DIRECTIONS FOR THIS TASK: Lines from the beginning of the data below through the one containing "Please list the" are to be printed exactly as they appear.

SOURCE INFORMATION:
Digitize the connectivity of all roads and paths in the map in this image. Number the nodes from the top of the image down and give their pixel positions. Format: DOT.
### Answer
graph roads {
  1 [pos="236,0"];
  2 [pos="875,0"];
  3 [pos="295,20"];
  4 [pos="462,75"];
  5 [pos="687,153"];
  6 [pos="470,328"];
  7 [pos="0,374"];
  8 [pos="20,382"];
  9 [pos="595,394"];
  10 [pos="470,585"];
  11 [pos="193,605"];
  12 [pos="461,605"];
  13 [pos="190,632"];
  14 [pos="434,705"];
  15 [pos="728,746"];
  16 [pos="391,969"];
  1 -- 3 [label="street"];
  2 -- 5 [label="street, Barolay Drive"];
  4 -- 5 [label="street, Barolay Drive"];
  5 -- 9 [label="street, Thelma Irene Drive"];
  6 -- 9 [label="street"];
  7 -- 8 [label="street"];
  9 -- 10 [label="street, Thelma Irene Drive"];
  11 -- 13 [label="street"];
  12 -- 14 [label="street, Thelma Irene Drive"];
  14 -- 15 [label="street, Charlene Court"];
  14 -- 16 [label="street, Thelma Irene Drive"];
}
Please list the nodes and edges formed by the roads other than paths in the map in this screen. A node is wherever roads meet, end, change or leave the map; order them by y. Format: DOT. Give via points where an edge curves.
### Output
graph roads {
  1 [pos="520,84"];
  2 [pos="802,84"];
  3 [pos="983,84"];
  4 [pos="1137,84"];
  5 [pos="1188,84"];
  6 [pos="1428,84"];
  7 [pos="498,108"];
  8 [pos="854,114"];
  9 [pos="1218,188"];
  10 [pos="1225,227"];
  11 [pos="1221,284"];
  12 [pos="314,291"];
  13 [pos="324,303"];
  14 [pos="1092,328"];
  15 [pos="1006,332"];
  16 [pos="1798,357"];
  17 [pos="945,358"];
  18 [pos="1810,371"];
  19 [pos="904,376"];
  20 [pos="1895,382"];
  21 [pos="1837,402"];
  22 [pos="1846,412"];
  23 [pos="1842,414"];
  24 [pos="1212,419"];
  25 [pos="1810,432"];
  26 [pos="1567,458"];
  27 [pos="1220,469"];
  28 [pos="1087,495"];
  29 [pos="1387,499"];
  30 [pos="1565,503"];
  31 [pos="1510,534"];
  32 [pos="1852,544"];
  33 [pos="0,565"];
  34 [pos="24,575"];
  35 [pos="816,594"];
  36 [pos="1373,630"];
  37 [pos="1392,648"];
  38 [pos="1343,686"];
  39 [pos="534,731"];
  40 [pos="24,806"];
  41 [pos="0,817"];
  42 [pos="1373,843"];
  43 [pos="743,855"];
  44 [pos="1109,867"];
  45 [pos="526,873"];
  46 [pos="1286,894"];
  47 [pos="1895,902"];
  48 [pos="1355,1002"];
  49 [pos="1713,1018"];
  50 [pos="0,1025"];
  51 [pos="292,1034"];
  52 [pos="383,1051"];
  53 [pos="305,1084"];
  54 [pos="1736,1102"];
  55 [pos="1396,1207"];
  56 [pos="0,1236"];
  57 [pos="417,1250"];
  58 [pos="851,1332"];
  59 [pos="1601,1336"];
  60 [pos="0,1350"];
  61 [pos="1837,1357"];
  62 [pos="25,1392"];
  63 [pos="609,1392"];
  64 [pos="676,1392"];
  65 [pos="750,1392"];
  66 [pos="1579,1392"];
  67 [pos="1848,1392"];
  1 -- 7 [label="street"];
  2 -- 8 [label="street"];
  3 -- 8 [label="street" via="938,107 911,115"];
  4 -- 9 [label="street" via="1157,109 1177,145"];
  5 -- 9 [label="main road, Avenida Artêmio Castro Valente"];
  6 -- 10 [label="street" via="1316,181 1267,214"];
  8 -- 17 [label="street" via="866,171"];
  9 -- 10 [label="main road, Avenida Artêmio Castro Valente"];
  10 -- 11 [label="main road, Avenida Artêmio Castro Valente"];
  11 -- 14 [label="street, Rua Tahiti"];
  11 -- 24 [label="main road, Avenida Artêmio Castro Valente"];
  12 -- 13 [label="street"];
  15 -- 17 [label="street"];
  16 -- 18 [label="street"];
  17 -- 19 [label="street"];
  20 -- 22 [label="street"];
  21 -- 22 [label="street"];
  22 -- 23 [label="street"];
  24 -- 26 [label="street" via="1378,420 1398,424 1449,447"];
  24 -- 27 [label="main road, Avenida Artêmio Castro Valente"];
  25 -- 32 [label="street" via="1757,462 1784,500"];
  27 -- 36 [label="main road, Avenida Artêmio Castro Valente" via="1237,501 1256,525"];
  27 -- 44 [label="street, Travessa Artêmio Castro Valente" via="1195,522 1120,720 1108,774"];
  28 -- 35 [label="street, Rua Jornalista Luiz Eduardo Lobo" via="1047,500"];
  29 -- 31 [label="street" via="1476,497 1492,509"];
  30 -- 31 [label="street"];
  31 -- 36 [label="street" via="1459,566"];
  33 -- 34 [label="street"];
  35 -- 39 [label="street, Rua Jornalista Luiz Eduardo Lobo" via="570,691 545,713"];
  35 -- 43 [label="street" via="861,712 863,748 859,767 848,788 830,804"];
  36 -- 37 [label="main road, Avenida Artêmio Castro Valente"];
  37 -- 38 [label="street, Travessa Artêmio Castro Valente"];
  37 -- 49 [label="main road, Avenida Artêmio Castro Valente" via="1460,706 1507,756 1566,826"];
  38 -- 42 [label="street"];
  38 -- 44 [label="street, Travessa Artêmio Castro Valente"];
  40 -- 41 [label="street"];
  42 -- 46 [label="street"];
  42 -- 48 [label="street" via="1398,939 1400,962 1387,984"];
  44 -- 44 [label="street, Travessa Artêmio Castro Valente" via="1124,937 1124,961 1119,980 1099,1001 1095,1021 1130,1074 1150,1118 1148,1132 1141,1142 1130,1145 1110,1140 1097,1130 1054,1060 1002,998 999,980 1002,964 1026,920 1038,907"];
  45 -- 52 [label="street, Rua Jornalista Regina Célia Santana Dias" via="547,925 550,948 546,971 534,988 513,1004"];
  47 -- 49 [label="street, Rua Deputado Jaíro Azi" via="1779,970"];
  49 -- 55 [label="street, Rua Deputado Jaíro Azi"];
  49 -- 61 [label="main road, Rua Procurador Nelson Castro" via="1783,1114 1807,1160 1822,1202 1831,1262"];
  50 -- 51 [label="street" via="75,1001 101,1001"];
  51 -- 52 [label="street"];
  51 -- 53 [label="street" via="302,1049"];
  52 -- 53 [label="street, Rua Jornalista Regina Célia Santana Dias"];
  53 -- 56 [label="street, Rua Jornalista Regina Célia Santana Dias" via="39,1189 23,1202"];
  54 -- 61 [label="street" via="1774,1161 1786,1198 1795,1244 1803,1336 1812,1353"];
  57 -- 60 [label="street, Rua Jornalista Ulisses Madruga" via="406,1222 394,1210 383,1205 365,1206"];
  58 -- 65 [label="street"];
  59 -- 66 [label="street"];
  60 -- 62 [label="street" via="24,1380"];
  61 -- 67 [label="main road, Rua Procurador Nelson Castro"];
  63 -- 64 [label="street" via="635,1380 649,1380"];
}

RESULT FOR THIS TASK:
Digitize the connectivity of all roads and paths in the map in this image. Number the nodes from the top of the image down and give their pixel positions. Format: DOT.
### Answer
graph roads {
  1 [pos="236,0"];
  2 [pos="875,0"];
  3 [pos="295,20"];
  4 [pos="462,75"];
  5 [pos="687,153"];
  6 [pos="470,328"];
  7 [pos="0,374"];
  8 [pos="20,382"];
  9 [pos="595,394"];
  10 [pos="470,585"];
  11 [pos="193,605"];
  12 [pos="461,605"];
  13 [pos="190,632"];
  14 [pos="434,705"];
  15 [pos="728,746"];
  16 [pos="391,969"];
  1 -- 3 [label="street"];
  2 -- 5 [label="street, Barolay Drive"];
  4 -- 5 [label="street, Barolay Drive"];
  5 -- 9 [label="street, Thelma Irene Drive"];
  6 -- 9 [label="street"];
  7 -- 8 [label="street"];
  9 -- 10 [label="street, Thelma Irene Drive"];
  11 -- 13 [label="street"];
  12 -- 14 [label="street, Thelma Irene Drive"];
  14 -- 15 [label="street, Charlene Court"];
  14 -- 16 [label="street, Thelma Irene Drive"];
}
Please list the nodes and edges formed by the roads other than paths in the map in this screen. A node is wherever roads meet, end, change or leave the map; order them by y. Format: DOT. Give via points where an edge curves.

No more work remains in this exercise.